No new deadline has been set, however there is a looming, fixed, deadline – January 1, by which the deal is supposed to have been agreed, a final text drafted, checked and translated into the official EU languages, and then ratified by the British parliament and several key EU authorities.
As we explained previously, it will notably have to be accepted, unanimously, by all the EU governments.
A spokesman for the European Commission confirmed that teams of lawyers and translators are at hand for what would have to be a “very flexible, fast process”.
The last summit of European leaders of this year was held last week, and if a deal had been ready they would have been expected to discuss it and give their views.
However a spokeswoman for the European Parliament said that their involvement in the final stages is not essential as a matter of legal procedure.
She said if a deal is reached in coming days the European Parliament and the Council of the European Union (national government representatives, in this case foreign affairs ministers) are the key bodies on the EU side.
The council must unanimously agree to it, which it can decide to do remotely by a written procedure, and the parliament must ‘assent’ to it.
The spokeswoman said as soon as a deal was agreed both bodies would immediately start to scrutinise it on the basis of a provisional text, while waiting for the council to refer a clean and translated text to the European Parliament for its consent.

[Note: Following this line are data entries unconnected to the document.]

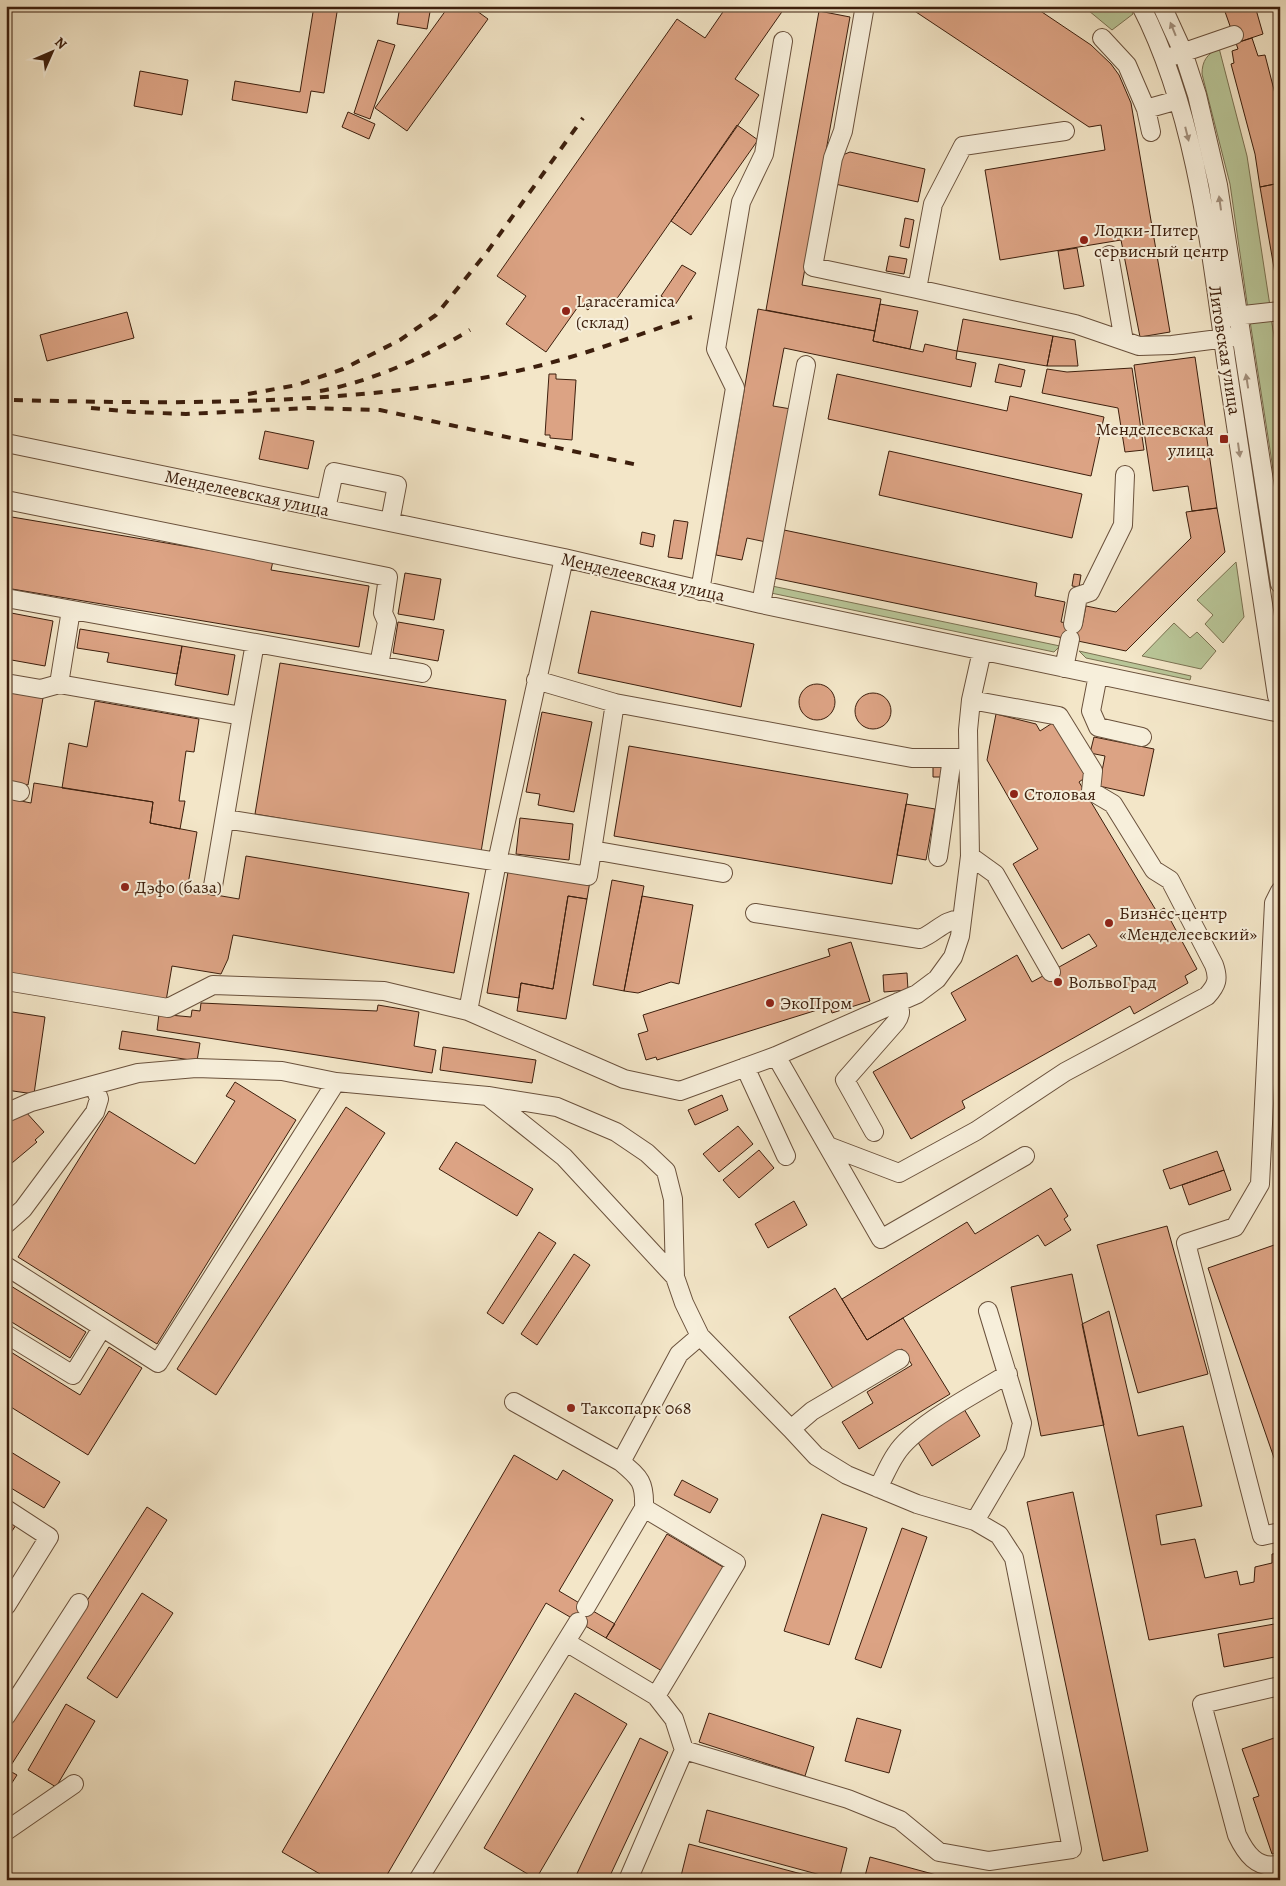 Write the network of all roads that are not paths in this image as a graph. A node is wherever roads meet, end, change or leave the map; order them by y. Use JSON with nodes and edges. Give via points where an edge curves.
{"nodes":[{"id":1,"x":862,"y":6,"type":"edge"},
{"id":2,"x":1141,"y":6,"type":"edge"},
{"id":3,"x":1162,"y":6,"type":"edge"},
{"id":4,"x":1234,"y":35,"type":"dead end"},
{"id":5,"x":1102,"y":38,"type":"dead end"},
{"id":6,"x":783,"y":40,"type":"dead end"},
{"id":7,"x":1183,"y":52,"type":"junction"},
{"id":8,"x":1165,"y":59,"type":"junction"},
{"id":9,"x":1178,"y":100,"type":"junction"},
{"id":10,"x":1146,"y":109,"type":"junction"},
{"id":11,"x":1064,"y":131,"type":"dead end"},
{"id":12,"x":1150,"y":132,"type":"dead end"},
{"id":13,"x":1109,"y":255,"type":"dead end"},
{"id":14,"x":917,"y":289,"type":"junction"},
{"id":15,"x":1280,"y":311,"type":"edge"},
{"id":16,"x":1229,"y":316,"type":"junction"},
{"id":17,"x":1232,"y":337,"type":"junction"},
{"id":18,"x":1124,"y":341,"type":"junction"},
{"id":19,"x":806,"y":365,"type":"dead end"},
{"id":20,"x":6,"y":444,"type":"edge"},
{"id":21,"x":1125,"y":475,"type":"dead end"},
{"id":22,"x":6,"y":500,"type":"edge"},
{"id":23,"x":326,"y":509,"type":"junction"},
{"id":24,"x":390,"y":522,"type":"junction"},
{"id":25,"x":1277,"y":545,"type":"edge"},
{"id":26,"x":1254,"y":548,"type":"junction"},
{"id":27,"x":564,"y":558,"type":"junction"},
{"id":28,"x":1280,"y":584,"type":"edge"},
{"id":29,"x":700,"y":591,"type":"junction"},
{"id":30,"x":6,"y":598,"type":"edge"},
{"id":31,"x":761,"y":604,"type":"junction"},
{"id":32,"x":71,"y":610,"type":"junction"},
{"id":33,"x":254,"y":643,"type":"junction"},
{"id":34,"x":982,"y":650,"type":"junction"},
{"id":35,"x":379,"y":665,"type":"junction"},
{"id":36,"x":1064,"y":668,"type":"junction"},
{"id":37,"x":422,"y":673,"type":"dead end"},
{"id":38,"x":1098,"y":675,"type":"junction"},
{"id":39,"x":536,"y":680,"type":"junction"},
{"id":40,"x":6,"y":682,"type":"edge"},
{"id":41,"x":58,"y":684,"type":"junction"},
{"id":42,"x":972,"y":700,"type":"junction"},
{"id":43,"x":1280,"y":701,"type":"edge"},
{"id":44,"x":615,"y":703,"type":"junction"},
{"id":45,"x":1280,"y":713,"type":"edge"},
{"id":46,"x":242,"y":716,"type":"junction"},
{"id":47,"x":1142,"y":737,"type":"dead end"},
{"id":48,"x":960,"y":758,"type":"junction"},
{"id":49,"x":224,"y":819,"type":"junction"},
{"id":50,"x":592,"y":850,"type":"junction"},
{"id":51,"x":938,"y":856,"type":"dead end"},
{"id":52,"x":970,"y":856,"type":"junction"},
{"id":53,"x":497,"y":862,"type":"junction"},
{"id":54,"x":723,"y":873,"type":"dead end"},
{"id":55,"x":213,"y":886,"type":"dead end"},
{"id":56,"x":1280,"y":891,"type":"edge"},
{"id":57,"x":755,"y":913,"type":"dead end"},
{"id":58,"x":962,"y":920,"type":"junction"},
{"id":59,"x":1051,"y":972,"type":"dead end"},
{"id":60,"x":6,"y":981,"type":"edge"},
{"id":61,"x":898,"y":1002,"type":"junction"},
{"id":62,"x":468,"y":1011,"type":"junction"},
{"id":63,"x":776,"y":1056,"type":"junction"},
{"id":64,"x":746,"y":1067,"type":"junction"},
{"id":65,"x":336,"y":1082,"type":"junction"},
{"id":66,"x":94,"y":1085,"type":"junction"},
{"id":67,"x":488,"y":1096,"type":"junction"},
{"id":68,"x":6,"y":1113,"type":"edge"},
{"id":69,"x":874,"y":1132,"type":"dead end"},
{"id":70,"x":828,"y":1146,"type":"junction"},
{"id":71,"x":786,"y":1156,"type":"dead end"},
{"id":72,"x":1025,"y":1156,"type":"dead end"},
{"id":73,"x":6,"y":1224,"type":"edge"},
{"id":74,"x":6,"y":1266,"type":"edge"},
{"id":75,"x":675,"y":1277,"type":"junction"},
{"id":76,"x":988,"y":1311,"type":"dead end"},
{"id":77,"x":102,"y":1328,"type":"junction"},
{"id":78,"x":6,"y":1334,"type":"edge"},
{"id":79,"x":700,"y":1336,"type":"junction"},
{"id":80,"x":900,"y":1359,"type":"dead end"},
{"id":81,"x":1008,"y":1374,"type":"junction"},
{"id":82,"x":514,"y":1402,"type":"dead end"},
{"id":83,"x":791,"y":1429,"type":"junction"},
{"id":84,"x":621,"y":1462,"type":"junction"},
{"id":85,"x":878,"y":1488,"type":"junction"},
{"id":86,"x":644,"y":1508,"type":"junction"},
{"id":87,"x":6,"y":1509,"type":"edge"},
{"id":88,"x":974,"y":1521,"type":"junction"},
{"id":89,"x":1280,"y":1532,"type":"edge"},
{"id":90,"x":79,"y":1603,"type":"dead end"},
{"id":91,"x":6,"y":1606,"type":"edge"},
{"id":92,"x":566,"y":1642,"type":"junction"},
{"id":93,"x":1280,"y":1686,"type":"edge"},
{"id":94,"x":656,"y":1696,"type":"junction"},
{"id":95,"x":6,"y":1716,"type":"edge"},
{"id":96,"x":684,"y":1750,"type":"junction"},
{"id":97,"x":74,"y":1784,"type":"dead end"},
{"id":98,"x":6,"y":1831,"type":"edge"},
{"id":99,"x":1280,"y":1864,"type":"edge"},
{"id":100,"x":418,"y":1880,"type":"edge"},
{"id":101,"x":628,"y":1880,"type":"edge"}],
"edges":[{"from":1,"to":14,"type":"street","via":[[864,11],[843,132],[833,158],[813,267]]},
{"from":2,"to":8,"type":"street","name":"Литовская улица"},
{"from":7,"to":3,"type":"street","name":"Литовская улица","one_way":true},
{"from":4,"to":7,"type":"street"},
{"from":5,"to":10,"type":"street","via":[[1127,65]]},
{"from":6,"to":29,"type":"street","via":[[764,154],[741,202],[716,349],[735,388]]},
{"from":7,"to":8,"type":"street"},
{"from":16,"to":7,"type":"street","name":"Литовская улица","one_way":true,"via":[[1218,185],[1197,95]]},
{"from":8,"to":9,"type":"street","name":"Литовская улица"},
{"from":9,"to":10,"type":"street"},
{"from":9,"to":16,"type":"street","name":"Литовская улица","one_way":true},
{"from":10,"to":12,"type":"street"},
{"from":11,"to":14,"type":"street","via":[[963,146],[933,204]]},
{"from":13,"to":18,"type":"street"},
{"from":14,"to":18,"type":"street","via":[[1075,324]]},
{"from":15,"to":16,"type":"street"},
{"from":16,"to":17,"type":"street","name":"Литовская улица"},
{"from":17,"to":18,"type":"street","via":[[1172,345],[1140,346]]},
{"from":25,"to":17,"type":"street","name":"Литовская улица","one_way":true},
{"from":17,"to":26,"type":"street","name":"Литовская улица","one_way":true},
{"from":19,"to":31,"type":"street"},
{"from":20,"to":23,"type":"street","name":"Менделеевская улица"},
{"from":21,"to":36,"type":"street","via":[[1123,526],[1090,592],[1078,596]]},
{"from":22,"to":35,"type":"street","via":[[388,577],[383,613],[387,622]]},
{"from":23,"to":24,"type":"street","name":"Менделеевская улица"},
{"from":23,"to":24,"type":"street","via":[[334,472],[397,485]]},
{"from":24,"to":27,"type":"street","name":"Менделеевская улица"},
{"from":25,"to":26,"type":"street"},
{"from":25,"to":28,"type":"street","name":"Литовская улица"},
{"from":26,"to":43,"type":"street","name":"Литовская улица"},
{"from":27,"to":29,"type":"street","name":"Менделеевская улица"},
{"from":27,"to":39,"type":"street"},
{"from":29,"to":31,"type":"street","name":"Менделеевская улица"},
{"from":30,"to":32,"type":"street"},
{"from":31,"to":34,"type":"street","name":"Менделеевская улица"},
{"from":32,"to":33,"type":"street"},
{"from":32,"to":41,"type":"street"},
{"from":33,"to":35,"type":"street"},
{"from":33,"to":46,"type":"street"},
{"from":34,"to":36,"type":"street","name":"Менделеевская улица"},
{"from":34,"to":42,"type":"street"},
{"from":35,"to":37,"type":"street"},
{"from":36,"to":38,"type":"street","name":"Менделеевская улица"},
{"from":38,"to":45,"type":"street","name":"Менделеевская улица"},
{"from":38,"to":47,"type":"street","via":[[1092,711],[1098,727]]},
{"from":39,"to":44,"type":"street"},
{"from":39,"to":53,"type":"street"},
{"from":40,"to":41,"type":"street","via":[[41,689]]},
{"from":41,"to":46,"type":"street"},
{"from":42,"to":48,"type":"street"},
{"from":42,"to":70,"type":"street","via":[[1059,716],[1093,771],[1091,791],[1113,804],[1154,870],[1170,880],[1214,965],[1218,976],[1215,986],[1207,996],[1065,1072],[976,1131],[899,1173]]},
{"from":44,"to":48,"type":"street","via":[[912,758]]},
{"from":44,"to":50,"type":"street"},
{"from":46,"to":49,"type":"street"},
{"from":48,"to":51,"type":"street"},
{"from":48,"to":52,"type":"street"},
{"from":49,"to":53,"type":"street"},
{"from":49,"to":55,"type":"street"},
{"from":50,"to":53,"type":"street","via":[[588,876]]},
{"from":50,"to":54,"type":"street"},
{"from":52,"to":58,"type":"street"},
{"from":52,"to":59,"type":"street","via":[[996,874]]},
{"from":53,"to":62,"type":"street"},
{"from":56,"to":89,"type":"street","via":[[1274,903],[1260,1184],[1235,1227],[1186,1243],[1262,1536]]},
{"from":57,"to":58,"type":"street","via":[[920,939],[931,935],[946,922]]},
{"from":58,"to":61,"type":"street","via":[[953,957],[937,978],[917,994]]},
{"from":60,"to":62,"type":"street","via":[[168,1008],[213,985],[384,991]]},
{"from":61,"to":63,"type":"street"},
{"from":61,"to":69,"type":"street","via":[[901,1010],[896,1022],[845,1080]]},
{"from":62,"to":64,"type":"street","via":[[624,1079],[680,1091]]},
{"from":63,"to":64,"type":"street"},
{"from":63,"to":70,"type":"street"},
{"from":64,"to":71,"type":"street"},
{"from":65,"to":66,"type":"street","via":[[282,1072],[196,1068],[138,1073]]},
{"from":65,"to":67,"type":"street"},
{"from":65,"to":77,"type":"street","via":[[158,1363]]},
{"from":66,"to":68,"type":"street","via":[[31,1102]]},
{"from":66,"to":73,"type":"street","via":[[99,1099],[95,1112],[23,1208]]},
{"from":67,"to":75,"type":"street","via":[[564,1157]]},
{"from":67,"to":75,"type":"street","via":[[557,1107],[616,1132],[648,1153],[666,1172],[673,1199]]},
{"from":70,"to":72,"type":"street","via":[[881,1239]]},
{"from":74,"to":77,"type":"street"},
{"from":75,"to":79,"type":"street"},
{"from":76,"to":81,"type":"street"},
{"from":77,"to":78,"type":"street","via":[[73,1375]]},
{"from":79,"to":83,"type":"street"},
{"from":79,"to":84,"type":"street","via":[[679,1354]]},
{"from":80,"to":83,"type":"street","via":[[812,1411]]},
{"from":81,"to":85,"type":"street","via":[[924,1426],[909,1439],[896,1453]]},
{"from":81,"to":88,"type":"street","via":[[1022,1423],[1015,1453]]},
{"from":82,"to":84,"type":"street"},
{"from":83,"to":85,"type":"street","via":[[816,1456],[847,1475]]},
{"from":84,"to":86,"type":"street","via":[[636,1474],[644,1490]]},
{"from":85,"to":88,"type":"street"},
{"from":86,"to":92,"type":"street"},
{"from":86,"to":94,"type":"street","via":[[736,1563]]},
{"from":87,"to":91,"type":"street","via":[[49,1537]]},
{"from":88,"to":96,"type":"street","via":[[999,1535],[1014,1558],[1072,1848],[989,1861],[939,1852],[900,1820],[848,1799]]},
{"from":90,"to":95,"type":"street"},
{"from":92,"to":94,"type":"street"},
{"from":92,"to":100,"type":"street"},
{"from":93,"to":99,"type":"street","via":[[1202,1704],[1243,1848],[1252,1859],[1264,1864]]},
{"from":94,"to":96,"type":"street","via":[[674,1719]]},
{"from":96,"to":101,"type":"street"},
{"from":97,"to":98,"type":"street"}]}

Relevant committees of the parliament, notably foreign affairs and trade, will vote on the text, followed by a vote of the full (plenary) parliament, which can be done remotely, electronically.
The parliament will also adopt a resolution setting out its views on the agreement.
It then goes back to the council for a formal signature.
The spokeswoman said that in order to mitigate consequences of a possible no-deal the parliament will vote this week on contingency measures proposed by the European Commission last week.
On the UK side very fast procedures would also be required.
The government may have to employ emergency rules allowing ministers to bypass the British parliament in terms of ratifying the deal.
MPs would however have to vote as a matter of urgency on a, probably brief, bill giving the agreement effect in UK law.
The Financial Times reports that MPs have been put on notice to be ready in the week before Christmas.